6.2. Auto-Rewrite Policies
Redis can automatically trigger AOF rewrite when the file grows too much. Configurations in redis.conf:
auto-aof-rewrite-percentage 100
auto-aof-rewrite-min-size 64mb
This means:
- If the AOF file size has doubled (100% growth) and is at least 64MB, a rewrite is triggered.
Engineers can tune these thresholds depending on workload.
6.3. Operational Practices
To keep AOF manageable, engineers often:
- Monitor disk usage and set alerts for unexpected growth.
- Tune rewrite thresholds for balance between performance and space.
- Use SSDs for faster AOF writes.
- Combine AOF with RDB snapshots — RDB for backups, AOF (
everysec) for durability.
6.4. Extreme Cases
When the AOF grows extremely large (hundreds of GBs):
- Restart times become slow, since Redis must replay the file.
- Engineers may temporarily switch to RDB-only, rewrite/trim the AOF, then re-enable it.
- In some cases, data is migrated (dump + restore) to reset file size.
7. Key Takeaways
- Redis is in-memory, so persistence is optional.
- RDB = snapshots → faster restarts, possible data loss.
- AOF = command log → safer, bigger file, slower restart.

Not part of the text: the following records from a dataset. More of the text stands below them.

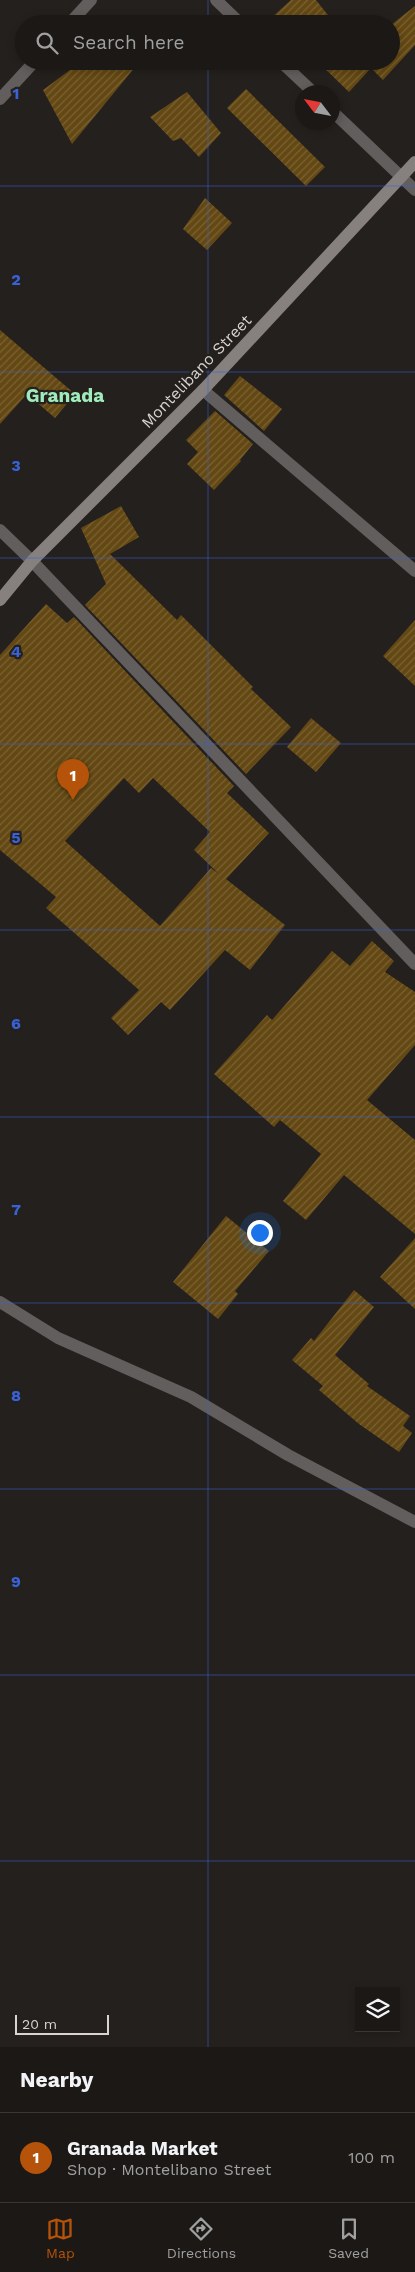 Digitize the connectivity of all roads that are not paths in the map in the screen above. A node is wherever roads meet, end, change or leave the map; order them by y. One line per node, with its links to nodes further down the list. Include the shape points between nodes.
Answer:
1 (91, 0): 3 (street)
2 (216, 0): 4 (street)
3 (77, 15)
4 (232, 15)
5 (26, 70): 8 (street)
6 (290, 70): 7 (street)
7 (306, 85)
8 (0, 99)
9 (340, 119): 11 (street)
10 (415, 162): 11 (main road, Montelibano Street)
11 (401, 177): 12 (street); 13 (main road, Montelibano Street)
12 (415, 190)
13 (203, 390): 15 (main road, Montelibano Street); 16 (street)
14 (0, 530): 15 (street)
15 (32, 561): 17 (main road, Montelibano Street); 18 (street)
16 (415, 571)
17 (0, 600)
18 (414, 961)
19 (0, 1302): 20 (street, via 58,1338 191,1397 288,1454)
20 (415, 1522) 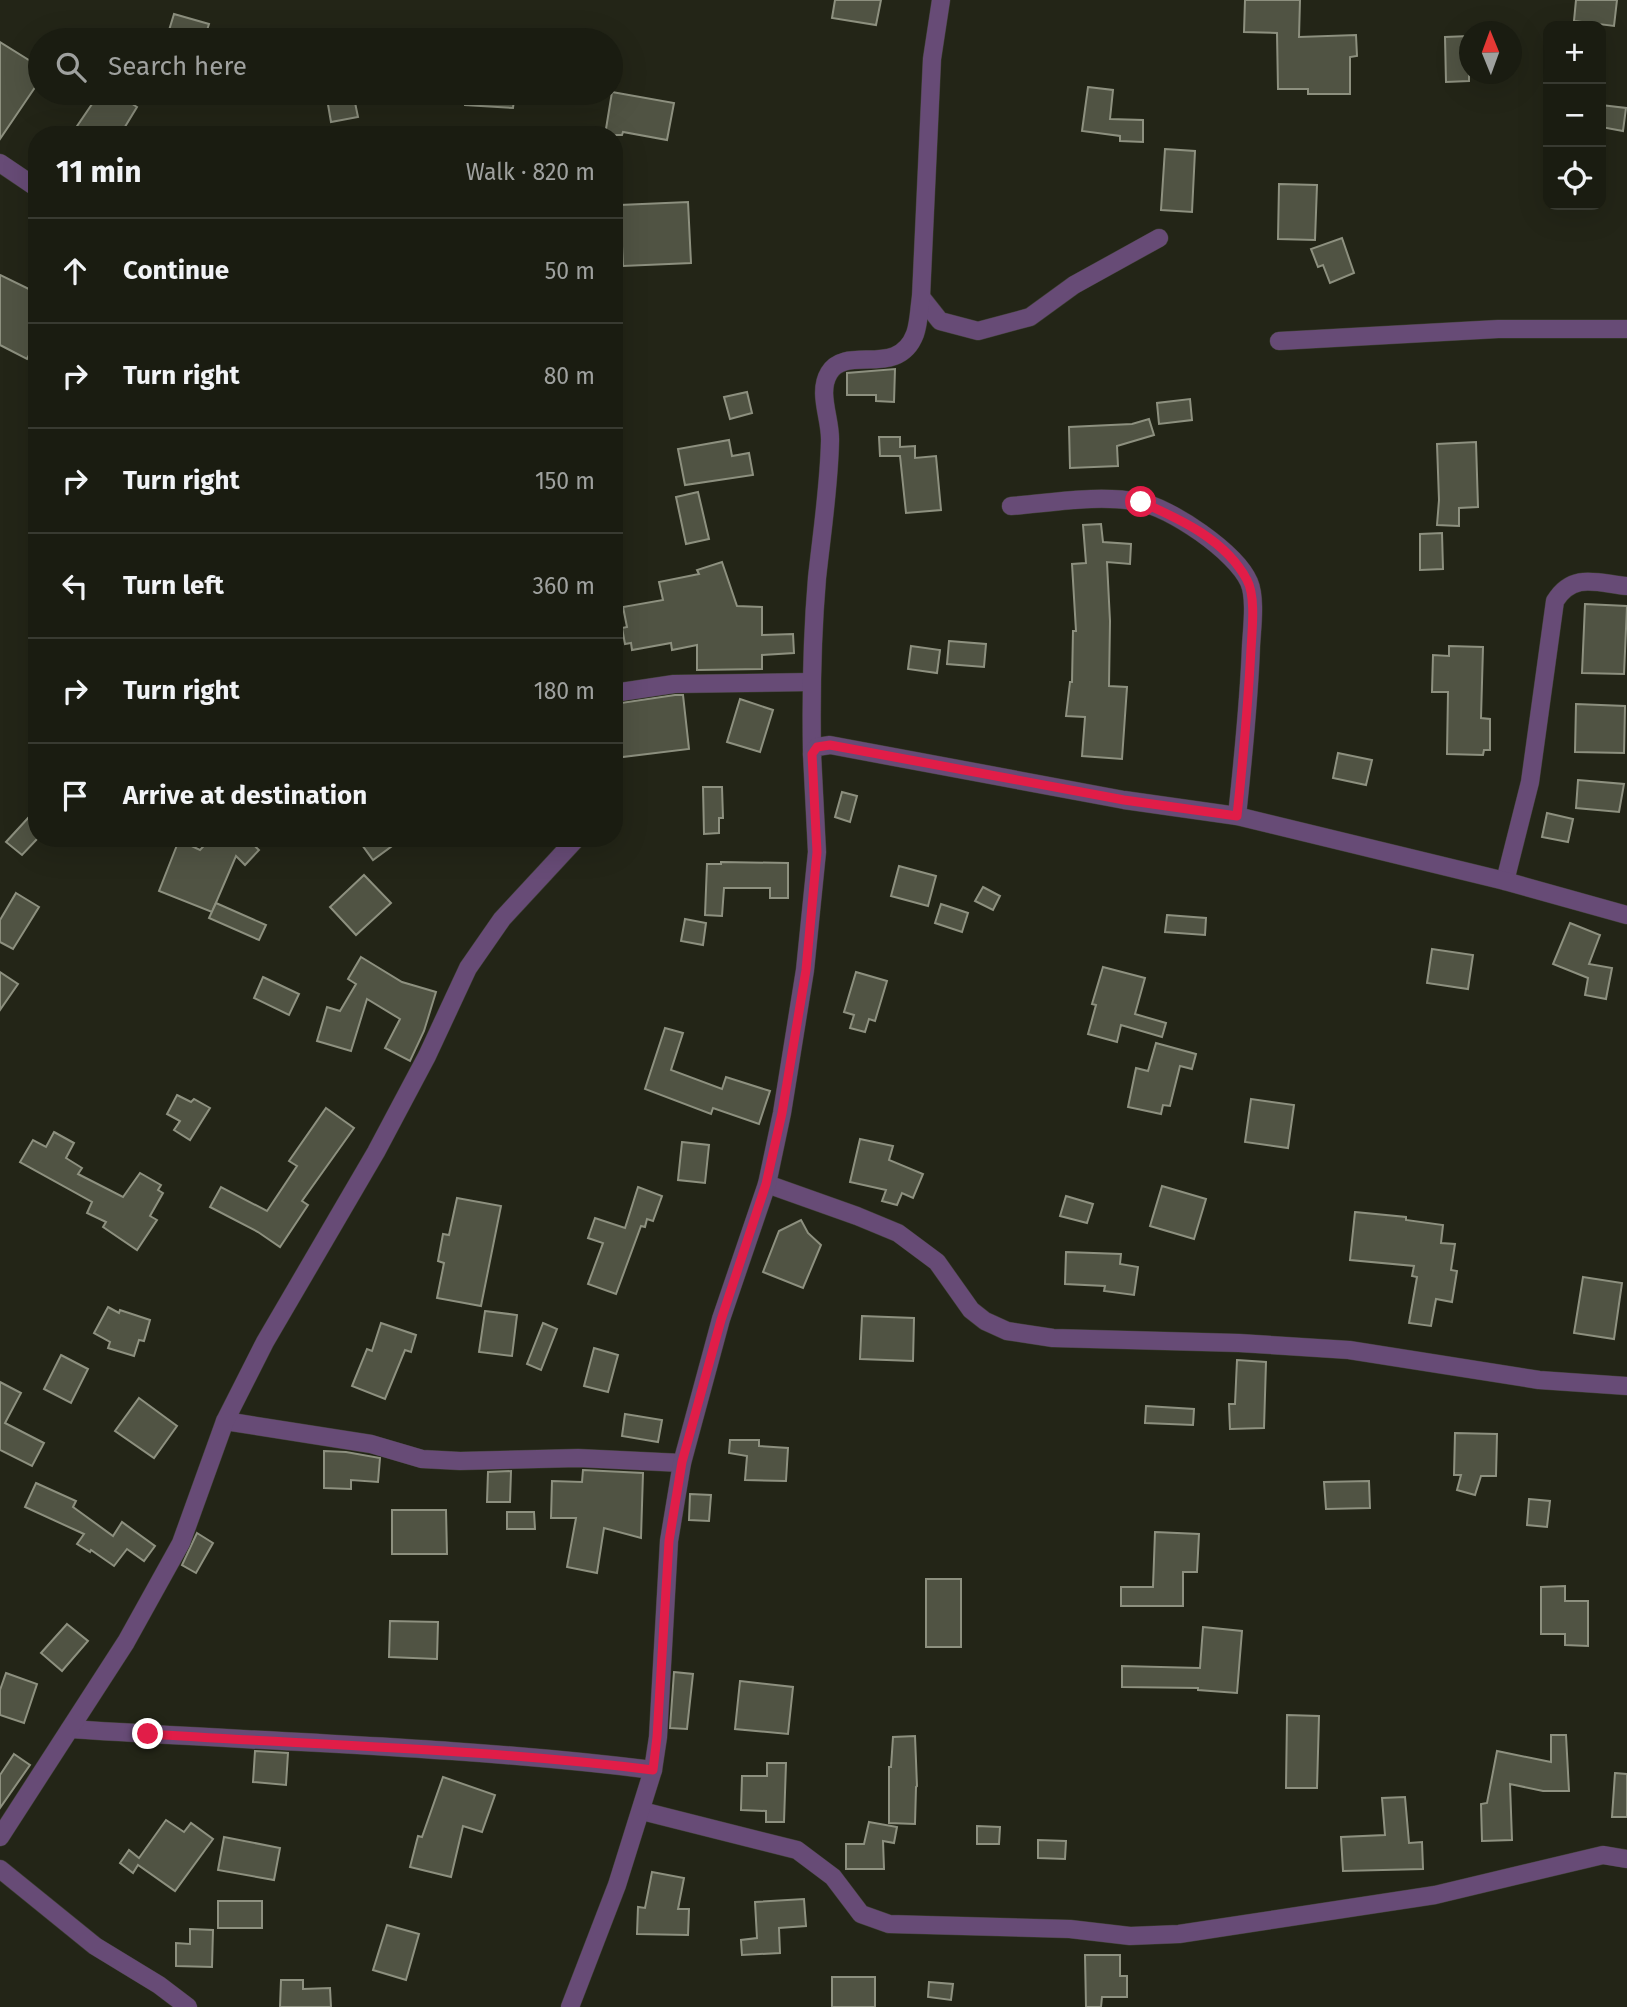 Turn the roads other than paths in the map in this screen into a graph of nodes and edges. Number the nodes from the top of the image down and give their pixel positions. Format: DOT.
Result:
graph roads {
  1 [pos="941,0"];
  2 [pos="0,163"];
  3 [pos="28,182"];
  4 [pos="1159,239"];
  5 [pos="921,297"];
  6 [pos="1627,329"];
  7 [pos="1279,341"];
  8 [pos="1011,506"];
  9 [pos="1627,586"];
  10 [pos="811,682"];
  11 [pos="623,692"];
  12 [pos="812,754"];
  13 [pos="1237,816"];
  14 [pos="569,847"];
  15 [pos="1506,881"];
  16 [pos="1627,915"];
  17 [pos="766,1184"];
  18 [pos="1627,1386"];
  19 [pos="225,1421"];
  20 [pos="682,1462"];
  21 [pos="70,1729"];
  22 [pos="653,1770"];
  23 [pos="642,1811"];
  24 [pos="0,1837"];
  25 [pos="1627,1859"];
  26 [pos="0,1869"];
  27 [pos="188,2007"];
  28 [pos="570,2007"];
  1 -- 5 [label="street"];
  2 -- 3 [label="street"];
  4 -- 5 [label="street"];
  5 -- 10 [label="street"];
  6 -- 7 [label="street"];
  8 -- 13 [label="street"];
  9 -- 15 [label="street"];
  10 -- 11 [label="street"];
  10 -- 12 [label="street"];
  12 -- 13 [label="street"];
  12 -- 17 [label="street"];
  13 -- 15 [label="street"];
  14 -- 19 [label="street"];
  15 -- 16 [label="street"];
  17 -- 18 [label="street"];
  17 -- 20 [label="street"];
  19 -- 20 [label="street"];
  19 -- 21 [label="street"];
  20 -- 22 [label="street"];
  21 -- 22 [label="street"];
  21 -- 24 [label="street"];
  22 -- 23 [label="street"];
  23 -- 25 [label="street"];
  23 -- 28 [label="street"];
  26 -- 27 [label="street"];
}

- Hybrid = best of both worlds.
appendfsyncdecides when data is flushed from buffer → disk.- AOF rewrite prevents unbounded file growth (Redis prevents endless AOF growth with background rewrite (compaction) and auto-rewrite policies. Engineers fine-tune settings, monitor growth, and use RDB+AOF together to balance durability, performance, and storage efficiency.)